Records provided:
+===+
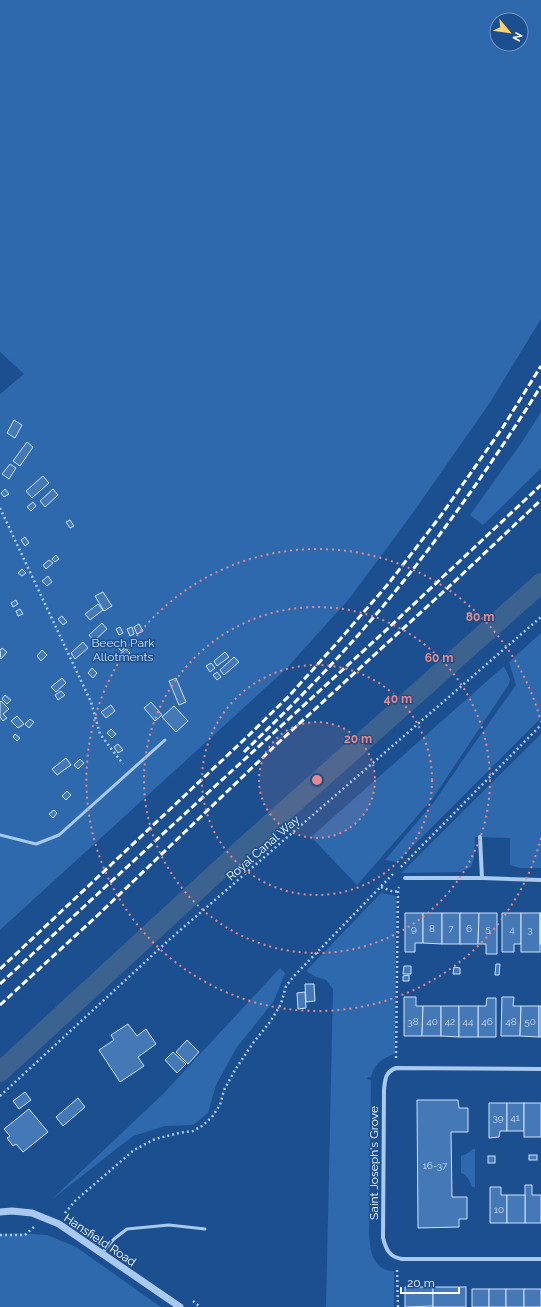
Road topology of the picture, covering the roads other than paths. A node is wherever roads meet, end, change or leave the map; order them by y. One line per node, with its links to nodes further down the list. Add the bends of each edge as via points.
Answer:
+===+
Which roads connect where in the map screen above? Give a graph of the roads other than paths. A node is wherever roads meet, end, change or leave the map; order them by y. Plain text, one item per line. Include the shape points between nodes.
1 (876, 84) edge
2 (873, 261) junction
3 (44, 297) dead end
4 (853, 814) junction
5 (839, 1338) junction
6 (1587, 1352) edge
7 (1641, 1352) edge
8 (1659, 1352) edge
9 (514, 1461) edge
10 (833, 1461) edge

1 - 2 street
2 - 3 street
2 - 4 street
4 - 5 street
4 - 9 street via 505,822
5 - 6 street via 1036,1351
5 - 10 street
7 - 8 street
+===+
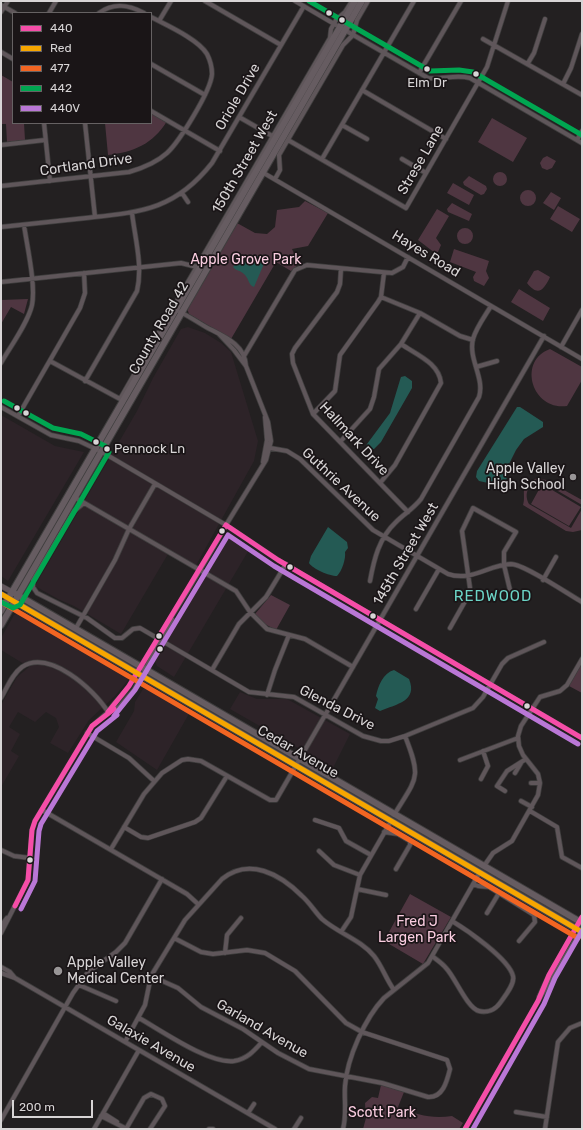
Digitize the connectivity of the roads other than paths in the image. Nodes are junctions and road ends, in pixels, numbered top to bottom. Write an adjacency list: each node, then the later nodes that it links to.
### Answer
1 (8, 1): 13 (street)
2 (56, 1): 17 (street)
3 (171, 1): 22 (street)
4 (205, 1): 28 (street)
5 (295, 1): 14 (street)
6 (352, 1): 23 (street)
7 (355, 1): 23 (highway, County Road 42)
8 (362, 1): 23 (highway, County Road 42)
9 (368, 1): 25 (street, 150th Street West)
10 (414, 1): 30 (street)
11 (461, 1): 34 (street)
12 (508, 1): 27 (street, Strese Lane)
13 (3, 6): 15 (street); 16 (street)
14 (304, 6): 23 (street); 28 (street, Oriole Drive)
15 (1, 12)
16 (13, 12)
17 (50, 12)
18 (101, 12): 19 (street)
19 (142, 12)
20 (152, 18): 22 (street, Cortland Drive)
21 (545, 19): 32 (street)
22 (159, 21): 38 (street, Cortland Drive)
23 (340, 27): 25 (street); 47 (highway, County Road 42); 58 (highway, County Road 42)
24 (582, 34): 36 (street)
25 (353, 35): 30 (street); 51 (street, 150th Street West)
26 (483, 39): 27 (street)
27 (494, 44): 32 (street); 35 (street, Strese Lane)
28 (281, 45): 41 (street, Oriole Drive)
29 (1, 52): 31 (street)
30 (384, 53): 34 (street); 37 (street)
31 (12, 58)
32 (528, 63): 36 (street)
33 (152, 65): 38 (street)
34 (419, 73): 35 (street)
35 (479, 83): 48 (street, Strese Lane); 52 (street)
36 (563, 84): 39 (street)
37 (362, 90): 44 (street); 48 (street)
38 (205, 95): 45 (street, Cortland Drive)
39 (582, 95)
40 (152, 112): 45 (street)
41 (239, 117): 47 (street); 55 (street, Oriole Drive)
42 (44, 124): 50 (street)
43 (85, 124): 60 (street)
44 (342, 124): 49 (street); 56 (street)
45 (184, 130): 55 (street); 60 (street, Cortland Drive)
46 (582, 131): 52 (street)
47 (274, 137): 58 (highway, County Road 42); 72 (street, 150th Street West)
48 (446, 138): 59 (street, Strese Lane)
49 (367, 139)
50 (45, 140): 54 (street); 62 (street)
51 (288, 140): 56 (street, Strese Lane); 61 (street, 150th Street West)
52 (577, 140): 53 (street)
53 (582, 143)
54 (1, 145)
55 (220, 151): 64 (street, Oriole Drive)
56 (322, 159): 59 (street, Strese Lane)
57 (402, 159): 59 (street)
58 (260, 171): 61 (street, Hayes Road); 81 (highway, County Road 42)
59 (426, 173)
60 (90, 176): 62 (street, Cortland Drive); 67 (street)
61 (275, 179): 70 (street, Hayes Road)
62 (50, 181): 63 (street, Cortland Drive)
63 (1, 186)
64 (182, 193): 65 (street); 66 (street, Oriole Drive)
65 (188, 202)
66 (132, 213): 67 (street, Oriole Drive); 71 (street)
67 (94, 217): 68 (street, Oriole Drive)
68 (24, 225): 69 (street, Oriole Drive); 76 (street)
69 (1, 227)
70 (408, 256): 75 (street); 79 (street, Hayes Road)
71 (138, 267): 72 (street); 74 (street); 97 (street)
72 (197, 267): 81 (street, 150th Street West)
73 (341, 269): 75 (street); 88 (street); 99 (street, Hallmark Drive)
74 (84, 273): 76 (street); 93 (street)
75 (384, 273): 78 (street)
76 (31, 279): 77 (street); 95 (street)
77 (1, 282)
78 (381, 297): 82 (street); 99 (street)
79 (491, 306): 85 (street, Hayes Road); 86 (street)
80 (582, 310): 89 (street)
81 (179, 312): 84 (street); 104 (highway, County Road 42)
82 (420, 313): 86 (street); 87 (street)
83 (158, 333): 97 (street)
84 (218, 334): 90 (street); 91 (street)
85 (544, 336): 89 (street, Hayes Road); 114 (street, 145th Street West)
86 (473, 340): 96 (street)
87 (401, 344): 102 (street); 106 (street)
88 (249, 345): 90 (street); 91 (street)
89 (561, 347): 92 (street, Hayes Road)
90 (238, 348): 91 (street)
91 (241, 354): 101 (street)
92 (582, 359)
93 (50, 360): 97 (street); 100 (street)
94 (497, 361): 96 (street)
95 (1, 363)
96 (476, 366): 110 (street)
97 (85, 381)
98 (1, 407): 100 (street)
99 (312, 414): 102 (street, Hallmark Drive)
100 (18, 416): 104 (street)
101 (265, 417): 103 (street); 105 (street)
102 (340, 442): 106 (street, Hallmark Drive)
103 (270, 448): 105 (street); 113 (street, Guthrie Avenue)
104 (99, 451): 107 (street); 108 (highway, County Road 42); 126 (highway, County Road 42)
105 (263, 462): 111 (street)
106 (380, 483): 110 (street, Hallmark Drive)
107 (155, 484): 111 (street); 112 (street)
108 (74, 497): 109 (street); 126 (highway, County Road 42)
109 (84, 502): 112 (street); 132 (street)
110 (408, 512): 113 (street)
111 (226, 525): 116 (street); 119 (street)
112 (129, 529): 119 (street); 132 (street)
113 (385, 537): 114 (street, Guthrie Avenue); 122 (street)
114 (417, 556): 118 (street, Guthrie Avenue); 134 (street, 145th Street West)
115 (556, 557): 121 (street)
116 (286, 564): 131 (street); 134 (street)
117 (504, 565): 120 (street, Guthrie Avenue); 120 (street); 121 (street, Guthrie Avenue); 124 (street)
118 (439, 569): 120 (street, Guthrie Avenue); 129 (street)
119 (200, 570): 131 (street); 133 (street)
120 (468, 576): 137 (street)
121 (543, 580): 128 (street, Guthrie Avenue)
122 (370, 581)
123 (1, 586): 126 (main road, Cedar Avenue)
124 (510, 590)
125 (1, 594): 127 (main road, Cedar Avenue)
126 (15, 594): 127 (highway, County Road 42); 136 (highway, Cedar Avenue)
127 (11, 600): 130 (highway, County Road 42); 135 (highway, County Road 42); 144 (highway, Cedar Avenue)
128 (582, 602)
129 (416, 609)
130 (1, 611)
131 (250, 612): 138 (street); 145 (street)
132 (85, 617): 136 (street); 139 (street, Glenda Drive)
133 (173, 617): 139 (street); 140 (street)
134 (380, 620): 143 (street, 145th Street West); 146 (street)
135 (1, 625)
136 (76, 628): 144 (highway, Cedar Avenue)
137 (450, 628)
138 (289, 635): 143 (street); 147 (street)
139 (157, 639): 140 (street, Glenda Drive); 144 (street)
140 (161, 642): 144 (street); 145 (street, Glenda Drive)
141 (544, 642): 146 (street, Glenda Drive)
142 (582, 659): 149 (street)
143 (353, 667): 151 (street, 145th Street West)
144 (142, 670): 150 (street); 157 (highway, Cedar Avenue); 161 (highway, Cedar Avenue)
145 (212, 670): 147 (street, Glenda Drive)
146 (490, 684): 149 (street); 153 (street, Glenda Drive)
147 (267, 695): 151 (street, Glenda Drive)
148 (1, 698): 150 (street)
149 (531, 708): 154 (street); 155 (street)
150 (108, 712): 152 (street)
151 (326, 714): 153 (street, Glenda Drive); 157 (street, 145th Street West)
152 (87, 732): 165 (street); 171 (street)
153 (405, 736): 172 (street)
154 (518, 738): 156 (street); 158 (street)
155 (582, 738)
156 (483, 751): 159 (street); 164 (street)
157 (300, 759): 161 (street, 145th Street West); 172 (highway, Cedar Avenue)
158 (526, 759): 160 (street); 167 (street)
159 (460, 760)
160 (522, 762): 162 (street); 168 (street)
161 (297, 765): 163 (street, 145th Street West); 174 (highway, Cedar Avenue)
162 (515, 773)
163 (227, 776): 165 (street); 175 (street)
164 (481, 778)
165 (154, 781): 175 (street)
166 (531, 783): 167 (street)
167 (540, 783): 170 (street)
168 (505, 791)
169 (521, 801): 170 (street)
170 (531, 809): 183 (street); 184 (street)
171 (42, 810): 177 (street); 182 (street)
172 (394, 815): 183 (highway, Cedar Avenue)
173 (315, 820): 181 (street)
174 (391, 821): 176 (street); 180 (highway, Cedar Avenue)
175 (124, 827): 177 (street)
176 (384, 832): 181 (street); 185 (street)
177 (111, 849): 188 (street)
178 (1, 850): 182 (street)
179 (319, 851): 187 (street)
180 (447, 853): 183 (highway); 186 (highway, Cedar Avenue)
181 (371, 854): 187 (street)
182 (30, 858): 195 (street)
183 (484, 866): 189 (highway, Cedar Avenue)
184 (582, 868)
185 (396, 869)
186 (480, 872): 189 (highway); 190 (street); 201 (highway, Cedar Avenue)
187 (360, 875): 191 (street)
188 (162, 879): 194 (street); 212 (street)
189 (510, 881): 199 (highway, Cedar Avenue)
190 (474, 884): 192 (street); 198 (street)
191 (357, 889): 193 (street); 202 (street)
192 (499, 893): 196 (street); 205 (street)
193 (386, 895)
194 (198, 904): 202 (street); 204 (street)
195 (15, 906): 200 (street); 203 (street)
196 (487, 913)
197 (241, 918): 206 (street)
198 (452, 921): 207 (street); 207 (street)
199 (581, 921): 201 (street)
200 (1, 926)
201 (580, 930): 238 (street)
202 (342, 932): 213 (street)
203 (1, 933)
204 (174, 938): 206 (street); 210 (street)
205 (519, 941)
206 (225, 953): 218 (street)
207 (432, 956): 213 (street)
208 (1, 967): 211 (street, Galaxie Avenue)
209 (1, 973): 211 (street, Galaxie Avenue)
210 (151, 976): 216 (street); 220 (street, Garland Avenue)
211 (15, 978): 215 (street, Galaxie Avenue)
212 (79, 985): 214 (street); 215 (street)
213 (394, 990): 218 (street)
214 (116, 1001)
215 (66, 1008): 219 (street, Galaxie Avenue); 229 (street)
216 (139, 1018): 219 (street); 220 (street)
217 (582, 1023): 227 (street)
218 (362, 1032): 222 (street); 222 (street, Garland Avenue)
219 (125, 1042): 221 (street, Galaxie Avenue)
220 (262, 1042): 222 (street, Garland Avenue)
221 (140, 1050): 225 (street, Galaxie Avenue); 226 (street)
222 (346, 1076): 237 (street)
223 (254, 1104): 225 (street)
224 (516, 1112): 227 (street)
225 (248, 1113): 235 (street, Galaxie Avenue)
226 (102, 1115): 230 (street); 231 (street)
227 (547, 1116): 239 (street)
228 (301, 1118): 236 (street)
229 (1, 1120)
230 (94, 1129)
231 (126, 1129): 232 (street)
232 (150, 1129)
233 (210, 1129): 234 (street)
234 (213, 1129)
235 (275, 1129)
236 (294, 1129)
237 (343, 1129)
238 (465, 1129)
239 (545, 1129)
+===+
Where a line of the data above includes the string "list", pull it out.

Written solution:
Road topology of the picture, covering the roads other than paths. A node is wherever roads meet, end, change or leave the map; order them by y. One line per node, with its links to nodes further down the list. Add the bends of each edge as via points.
Digitize the connectivity of the roads other than paths in the image. Nodes are junctions and road ends, in pixels, numbered top to bottom. Write an adjacency list: each node, then the later nodes that it links to.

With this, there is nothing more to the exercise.